If there’s a name you like, but it has some personal association you don’t like – perhaps it was a colleague you found annoying – don’t worry.  Once your baby arrives and you start to use their name, the negative associations to that name will fade.

Check back to your list of possible names regularly and cut out ones that you decide don’t fit.

Try to keep your list relatively short, otherwise the whole thing becomes overwhelming.
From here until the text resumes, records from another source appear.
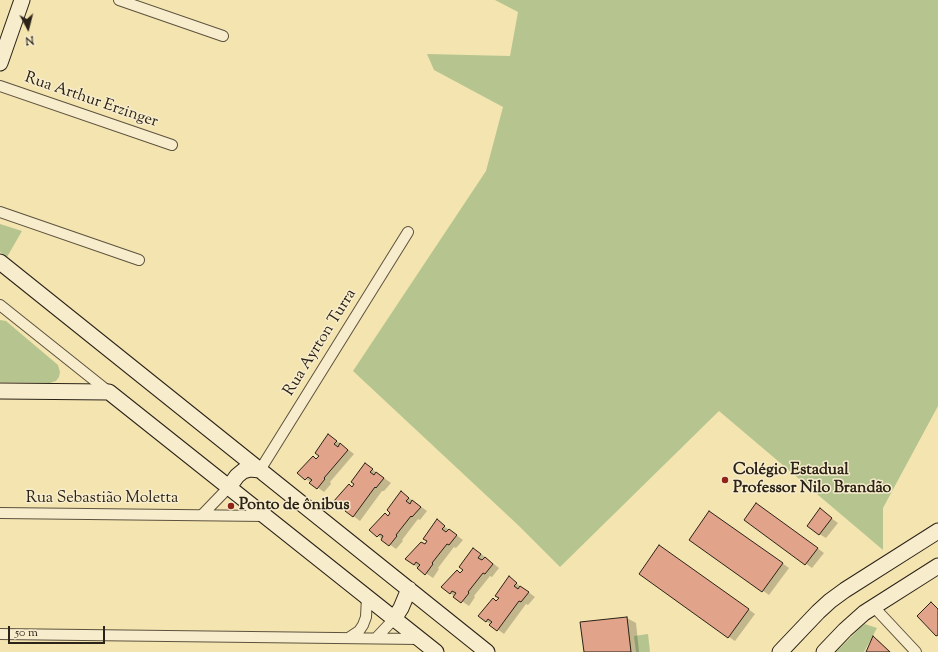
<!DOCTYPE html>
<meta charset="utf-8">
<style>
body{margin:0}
#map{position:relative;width:938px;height:652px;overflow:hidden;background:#f3e4b0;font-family:"Sorts Mill Goudy",serif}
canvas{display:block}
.north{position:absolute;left:8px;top:8px;width:40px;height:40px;-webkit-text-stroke:3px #f7edcc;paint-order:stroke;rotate:173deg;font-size:11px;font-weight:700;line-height:16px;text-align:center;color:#2b2218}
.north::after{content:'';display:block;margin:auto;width:14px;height:18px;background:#2b2218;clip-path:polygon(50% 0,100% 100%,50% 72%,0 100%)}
.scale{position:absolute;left:8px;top:626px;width:97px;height:18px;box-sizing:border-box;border:2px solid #2b2218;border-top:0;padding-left:5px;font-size:12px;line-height:14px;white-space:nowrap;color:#2b2218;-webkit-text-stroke:3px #f7edcc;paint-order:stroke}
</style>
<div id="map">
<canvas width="938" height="652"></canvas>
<div class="north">N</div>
<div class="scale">50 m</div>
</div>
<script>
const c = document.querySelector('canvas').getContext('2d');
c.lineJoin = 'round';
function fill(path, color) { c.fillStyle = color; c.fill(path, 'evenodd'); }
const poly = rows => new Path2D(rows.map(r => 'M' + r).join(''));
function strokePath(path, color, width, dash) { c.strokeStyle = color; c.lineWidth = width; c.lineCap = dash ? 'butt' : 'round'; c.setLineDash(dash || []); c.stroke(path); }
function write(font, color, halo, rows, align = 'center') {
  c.font = font + ' "Sorts Mill Goudy",serif'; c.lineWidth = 3; c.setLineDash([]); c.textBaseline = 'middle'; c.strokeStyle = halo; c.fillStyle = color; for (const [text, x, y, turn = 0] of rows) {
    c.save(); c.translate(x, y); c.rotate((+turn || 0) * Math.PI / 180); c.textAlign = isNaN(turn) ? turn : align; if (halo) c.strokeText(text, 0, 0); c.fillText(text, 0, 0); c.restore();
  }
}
const green = poly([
 [495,0,938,0,938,406,883,508,883,550,719,411,560,567,518,525,353,371,486,171,503,107,434,70,427,54,510,56,518,12],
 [0,224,22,231,7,257,0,252],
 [0,320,6,321,58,365,60,372,59,377,56,381,50,383,0,382],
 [865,624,877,628,864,652,836,652,861,627],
 [648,634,650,652,636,652,634,636]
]);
const shadow = poly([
 [329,435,354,454,330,482,331,484,324,492,306,479,313,457,317,459,320,456],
 [365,464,391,483,384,491,382,491,360,521,335,502,353,488,359,473,358,472],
 [401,492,427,511,420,520,418,519,402,540,403,541,396,549,378,536,385,514,389,516],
 [763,509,824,553,812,568,745,520],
 [820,510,838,523,826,538,819,534],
 [716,516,789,568,769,595,690,540],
 [437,521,463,540,456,548,454,547,438,568,439,569,433,578,414,565,428,541],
 [666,551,755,614,735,641,729,637],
 [480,553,499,568,492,577,490,576,474,596,475,597,469,606,450,593,458,571,461,573],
 [509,578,535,597,528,605,526,604,504,634,486,621],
 [627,618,636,623,639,652,585,652],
 [874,638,878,640,891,652,867,652]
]);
const building = poly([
 [328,434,337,441,334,444,338,447,340,443,348,450,324,478,325,479,317,489,309,483,312,480,308,477,305,480,297,473,313,456,316,459,319,456,315,453,328,434],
 [365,463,373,469,370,472,374,475,376,472,384,478,376,488,375,487,353,517,345,511,347,508,344,505,341,508,333,502,349,484,352,487,354,484,351,482,365,463],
 [401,491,409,498,406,501,410,504,412,500,421,507,412,517,411,516,396,535,397,536,389,546,381,540,383,536,380,534,377,537,369,530,385,513,388,516,390,513,387,510,401,491],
 [756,503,818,548,805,565,744,520,756,503],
 [820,508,832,518,819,535,807,526,820,508],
 [709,511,783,563,762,592,689,540,709,511],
 [437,519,445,526,442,529,446,532,449,529,457,535,449,545,447,544,432,563,433,564,425,575,417,568,420,565,416,562,414,565,405,559,421,542,425,544,427,541,423,539,437,519],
 [659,545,749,609,728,638,639,574,659,545],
 [473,548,481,554,478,558,482,560,485,557,493,564,485,574,483,573,468,592,469,593,461,603,453,597,456,593,452,591,450,594,441,587,457,570,460,573,463,570,459,567,473,548],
 [509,576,517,583,514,586,518,589,520,586,529,592,521,602,519,601,497,631,489,625,492,622,488,619,486,622,478,616,493,598,496,601,499,598,495,596,509,576],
 [931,602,938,609,938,635,936,636,917,616,931,602],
 [627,617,631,652,584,652,580,622,627,617],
 [873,636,890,652,866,652,873,636]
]);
const street = poly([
 [119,0,223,36],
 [0,86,172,145],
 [0,212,139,260],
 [0,305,109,392],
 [260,470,408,232],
 [0,513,265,516],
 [203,514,229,487],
 [873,606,916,652],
 [0,634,419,639],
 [350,637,359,631,363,625,366,617,367,597],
 [377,637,394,619]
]);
const secondary = poly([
 [0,63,22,0],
 [0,262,487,652],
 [0,391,109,392,436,652],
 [229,487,237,476,243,471,250,469,260,470],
 [394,619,401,608,409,589],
 [780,652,818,612,830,601,845,590,938,531],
 [824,652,845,630,864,613,938,566]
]);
const markers = [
 [725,480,4,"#8f2418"],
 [231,506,4,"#8f2418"]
];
const streetNames = [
 ["Rua Arthur Erzinger",91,101,19],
 ["Rua Ayrton Turra",321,343,-58],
 ["Rua Sebastião Moletta",102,499]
];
const poiNames = [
 ["Colégio Estadual",733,471],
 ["Professor Nilo Brandão",733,489],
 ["Ponto de ônibus",239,506]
];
fill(green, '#b6c58f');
fill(shadow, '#0003');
fill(building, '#e1a389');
strokePath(building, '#2b2218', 1);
strokePath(street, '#5d523e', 12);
strokePath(secondary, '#2b2218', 17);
strokePath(street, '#f7edcc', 10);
strokePath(secondary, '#f7edcc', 15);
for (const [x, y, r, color] of markers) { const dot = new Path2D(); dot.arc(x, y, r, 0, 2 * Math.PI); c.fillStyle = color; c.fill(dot); strokePath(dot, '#f7edcc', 1.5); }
write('16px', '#2b2218', '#f7edcc', streetNames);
write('bold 16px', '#2b2218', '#f7edcc', poiNames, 'left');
</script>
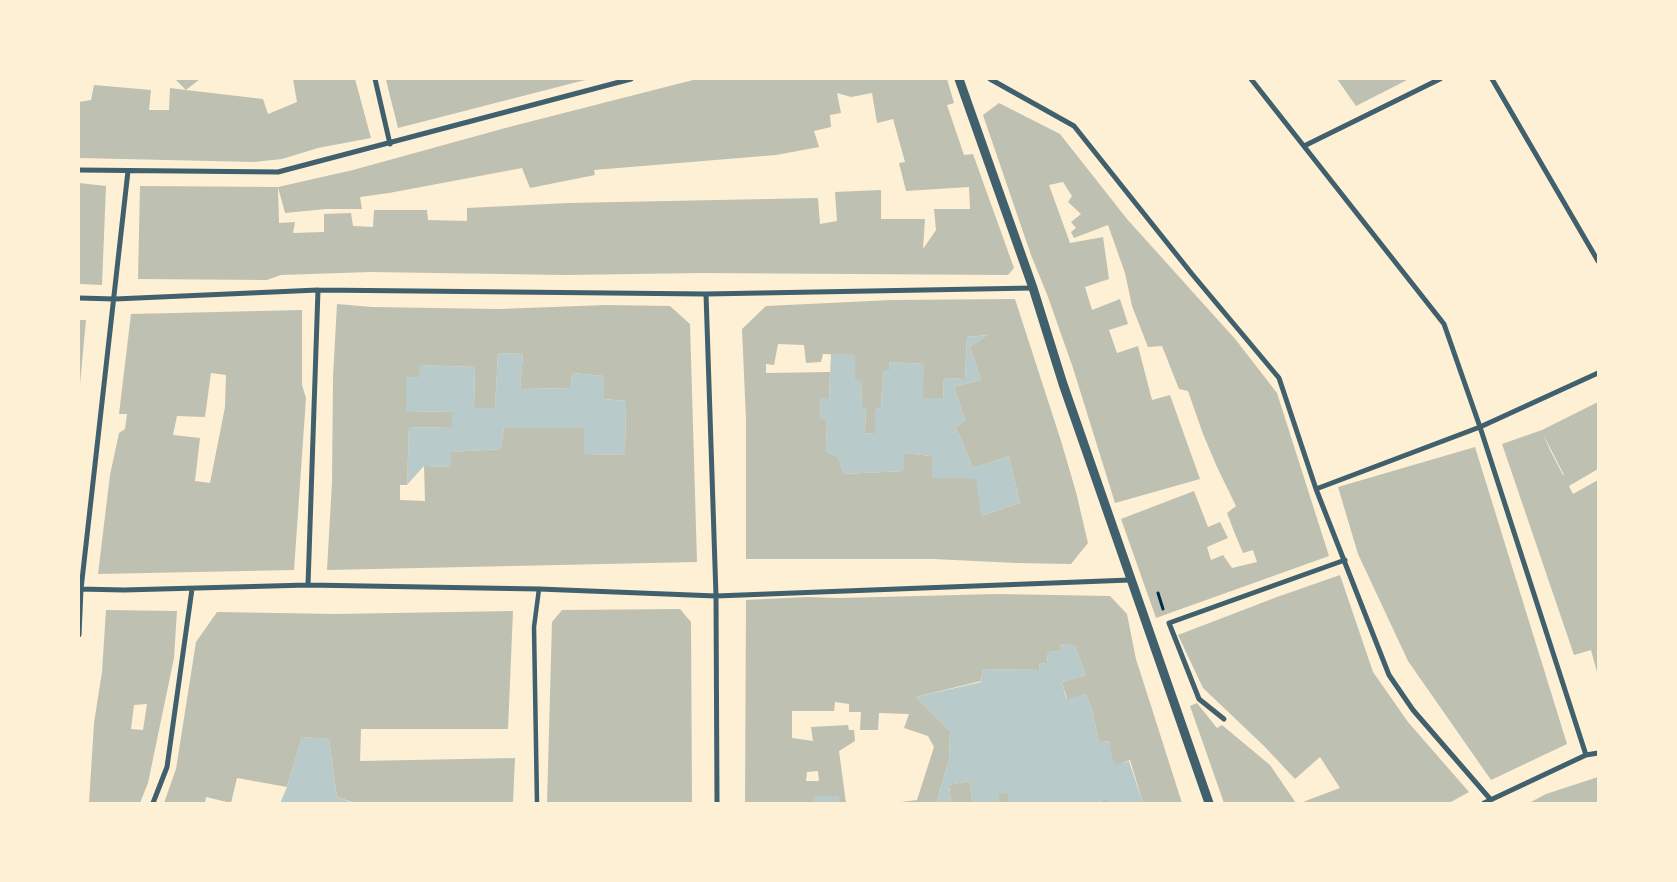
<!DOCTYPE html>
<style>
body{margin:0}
#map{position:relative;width:1677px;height:882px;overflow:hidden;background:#fdf0d5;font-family:Ubuntu,sans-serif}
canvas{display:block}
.frame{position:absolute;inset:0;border:80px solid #fdf0d5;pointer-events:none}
</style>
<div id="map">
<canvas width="1677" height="882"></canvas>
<div class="frame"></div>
</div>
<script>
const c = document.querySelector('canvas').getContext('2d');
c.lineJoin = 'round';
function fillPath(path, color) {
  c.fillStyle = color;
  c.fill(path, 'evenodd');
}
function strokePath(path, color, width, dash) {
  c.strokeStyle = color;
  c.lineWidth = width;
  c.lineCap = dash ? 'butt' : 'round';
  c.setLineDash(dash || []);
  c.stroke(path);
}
const green = new Path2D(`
 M987,335L970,347L981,380L954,387L965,420L956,428L973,468L1009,456L1020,503L981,516L932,478V456L904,453V471L843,474L839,458L826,451L827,420L820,418L821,398H829L831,354L855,355L861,381L862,407L866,408L865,433L875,434V409L881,408L883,370H890L889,362L924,364L943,398L944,378L965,379L967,337Z
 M498,353L523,354L520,389L571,388L572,373L604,376V399L626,401L625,455L584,454L583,428H504L501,449L451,452V467L424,466L407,485L409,427L452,428V412L406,411V377L419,376V365L475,367L474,408H495Z
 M1060,644L1075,646L1086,675L1062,682L1066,698L1086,694L1092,710L1099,742L1109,741L1115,765L1129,761L1143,803H1110L1108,798L1100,801L1101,803H1009L1007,794H998L999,803H973L969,781L949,785L951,803H936L949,760L950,731L916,697L981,682L983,669L1039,670L1040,663L1047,664L1048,652L1059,651Z
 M302,737L329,739L337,797L353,803H282L281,801L287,787Z
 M813,796H838L839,803H813Z`);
const building = new Path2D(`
 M175,79H200L186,90L263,99L268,114L297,102L293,79H355L371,138L318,148L282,159L254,162L79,158V102L91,100L94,85L151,90L149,110H169L170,88L186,90Z
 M392,79H589L398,128L386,80Z
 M697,79H947L954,103L947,105L964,155L973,154L1014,268L1008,275L701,273L566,275L371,272L281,275L267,280L138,279L140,186L278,187L353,170L509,127ZM837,93L851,97L872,93L877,123L893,119L905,162L899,163L906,191L969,187L970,209H934L936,230L923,249L925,219H881V190L835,192L837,221L820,224L818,198L568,203L467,208V221L428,220L427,210H374L373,227L353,226L351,213L324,214V232L293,233L295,222L279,223L278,187L285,213L326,209H362L360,197L389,193L522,168L530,188L595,175L594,170L776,155L819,147L814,131L831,127L830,115L841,113Z
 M1337,79H1409L1356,106Z
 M999,103L1060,134L1127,219L1236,340L1277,393L1329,556L1156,618L1121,519L1194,491L1208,527L1220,522L1228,538L1207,547L1211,560L1223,555L1232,568L1257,562L1253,550L1243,553L1235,534L1227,513L1236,506L1217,467L1203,434L1188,391L1179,389L1162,346L1148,347L1132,306L1125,273L1108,225L1074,238L1071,232L1076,228L1071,222L1081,214L1068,202L1072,196L1063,182L1049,185L1070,243L1103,237L1109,279L1085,287L1092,310L1120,299L1128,324L1109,330L1117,353L1138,346L1152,400L1170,395L1200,479L1115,503L1073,368L1048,297L1031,255L983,115Z
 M79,183L106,186L102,285L79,284Z
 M1015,299L1061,441L1076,492L1088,543L1071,564L1016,563L933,559H746V420L742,329L766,306L892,300ZM987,335L970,347L981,380L954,387L965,420L956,428L973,468L1009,456L1020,503L981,516L976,479L932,478V456L904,453V471L843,474L839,458L826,451L827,420L820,418L821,398L829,399L830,372L766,373V364L774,365L778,344L804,345L806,363L821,362L823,354L855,355V379L861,381L862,408H866L865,433L875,434V409L881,408L883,370H890L889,362L924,364L923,398H943L944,378L965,379L967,337Z
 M337,304L372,307L499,309L606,305L670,306L690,324L697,562L327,570L332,482L333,377ZM498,353L523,354L520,389L571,388L572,373L604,376V399L626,401L625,455L584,454V428H504L501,449L451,452V467L424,466L425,501L400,500V485H407L409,427L452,428V412L406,411V377H419V365L475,367L474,408H495Z
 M302,310V385L306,398L294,570L98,574L110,475L119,433L125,429L127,414H119L131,314ZM211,373L226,375L225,407L210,483L195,481L200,438L173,435L177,416L205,417Z
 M79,320H86L80,384H79Z
 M1598,402V469L1569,486L1573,494L1598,480V676L1591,650L1574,655L1502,444L1542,430ZM1543,434L1564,475H1563L1550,450Z
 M1475,447L1567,744L1491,780L1408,661L1358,554L1338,487Z
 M1340,575L1373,672L1408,722L1469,792L1449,803H1300L1340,788L1320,757L1295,779L1264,746L1203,688L1178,635L1277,597Z
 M997,594L1110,596L1127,614L1136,659L1182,803H1143L1130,760L1115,766L1112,756L1109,741L1099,742L1092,710L1086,694L1067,699L1062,682L1086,675L1075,646L1060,644V651L1048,652L1047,664L1040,663L1039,670L983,669L981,681L916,697L950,731L949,760L936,803H901V802L917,800L934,747L928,736L904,728L909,714L879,713L878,730H860L861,712H849V704L835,702L834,711H792V738L813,741L811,727L848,725L849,730H854L855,741L839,751L846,803H839L838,796H813V803H745L746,600L808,597L838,598ZM818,771L819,781H806L807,772Z
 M680,609L691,622L692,803H547L552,622L562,610Z
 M106,610L177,611L174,658L148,783L140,803H89L94,723L102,672ZM147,704L143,730L131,729L134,705Z
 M513,611L508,729H361L360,761L515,758L513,803H355L337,797L329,739L302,737L287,787L237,778L231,803L206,797L205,803H164L176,769L196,642L217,612L335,614Z
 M1197,703L1217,728L1222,725L1270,765L1296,803H1224L1190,706Z
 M1598,777V803H1529L1546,794Z
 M969,781L973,803H951L949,785Z
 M998,794H1008L1009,803H999Z
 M1108,798L1110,803H1101L1100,801Z`);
const path = new Path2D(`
 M1158,593L1163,609`);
const pedestrian = new Path2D(`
 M537,803L534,627L539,589`);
const minor = new Path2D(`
 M375,79L390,144
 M990,79L1074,126L1192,274L1279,378L1316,489L1389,675L1413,710L1491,800
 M1251,79L1444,324L1480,427L1586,755
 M1492,79L1598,261
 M1304,146L1440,79
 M79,170L278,172L631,79
 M706,294L716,596L717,803
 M79,298L115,299L318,290L706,294L1033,288
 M1316,489L1480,427L1598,373
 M308,585L318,290
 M79,589L124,590L308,585L539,589L716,596L1130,580
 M79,635L81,589L128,171
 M1224,719L1199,699L1169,623L1345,560
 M153,803L167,767L192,589
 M1484,803L1586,755L1598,753`);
const tertiary = new Path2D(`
 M959,79L1033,288L1063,384L1209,803`);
fillPath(green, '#b9caca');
fillPath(building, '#bec0b2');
strokePath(path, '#003049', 3);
strokePath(pedestrian, '#3f606c', 4.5);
strokePath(minor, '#3f606c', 5);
strokePath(tertiary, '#3f606c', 9);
</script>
Do’s and Don’ts with Baby Names:

Of course, some of these are just opinion, but some suggestions to think about when choosing your preferred name/s:

  • Make sure the names sound good together and go well with your surname
  • Check initials to make sure the child’s initials will not spell out something unfortunate
  • If the child has siblings, say the names together out loud – make sure they don’t sound wrong together because you will be saying them together rather a lot
  • Do a search on-line to find the meaning (if any) of the name to decide if that’s the right fit.
  • Try babycenter.com/baby-names and see what you find out, and see how popular that name has been
  • Think about shortened versions of the name – will you use an abbreviated version, because other people inevitably will at some stage?
  • Some names are really cute for babies and children, not so cute for an adult. Try to imagine your child sending in a job application in 20 years’ time – will that name convey a positive message?
  • There’s a trend to using a well-known name but creating a different way of spelling it.  Nice to be unique, but remember your child will spend the rest of their life explaining the spelling to people, and responding to comments about the unusual spelling.  I know from experience, it gets tiresome!
  • The name needs to be pronounceable – put too many consonants in, or extra vowels and mix up letters and people will struggle to pronounce the name correctly, which is going to get frustrating after decades of it!
  • If you’re going to name your child after a colour/inanimate object/food group/pop group etc, your child may not thank you for it later
  • Naming after your favourite movie character/book character/musician might be regretted once you’ve moved on to another favourite
  • Try not to name your child after the latest celebrity baby/royal family baby – a lot of other people will be doing the same thing
  • Remember those middle school kids who loved to tease you about your name, or you heard them teasing others? Try to think what they might make of your child’s name – rhyming words, puns, similar sounding words.  However, kids will find a way to make fun of just about any name, so it’s impossible to avoid this entirely.
  • Theme names – personally I don’t like theme names, such as all kids in the family named after flowers, or all names starting with “B” etc. However, if you choose to go with theme names, pick nice ones!  It’s often better to give children their own individual name and own identity, not link all the names to one another.
  • Rhyming names for twins or multiples. Not keen on that either, but once again, pick nice ones if you choose to do this.

Once you have narrowed it down to a few names, try talking to your baby in utero using that name – see how it feels.  One might just feel more “right” than the others.  You can always keep several names on your shortlist until the baby is born and decide which name fits your baby best.

Take your time and get it right, it is your personal choice and you want to be happy with your decision.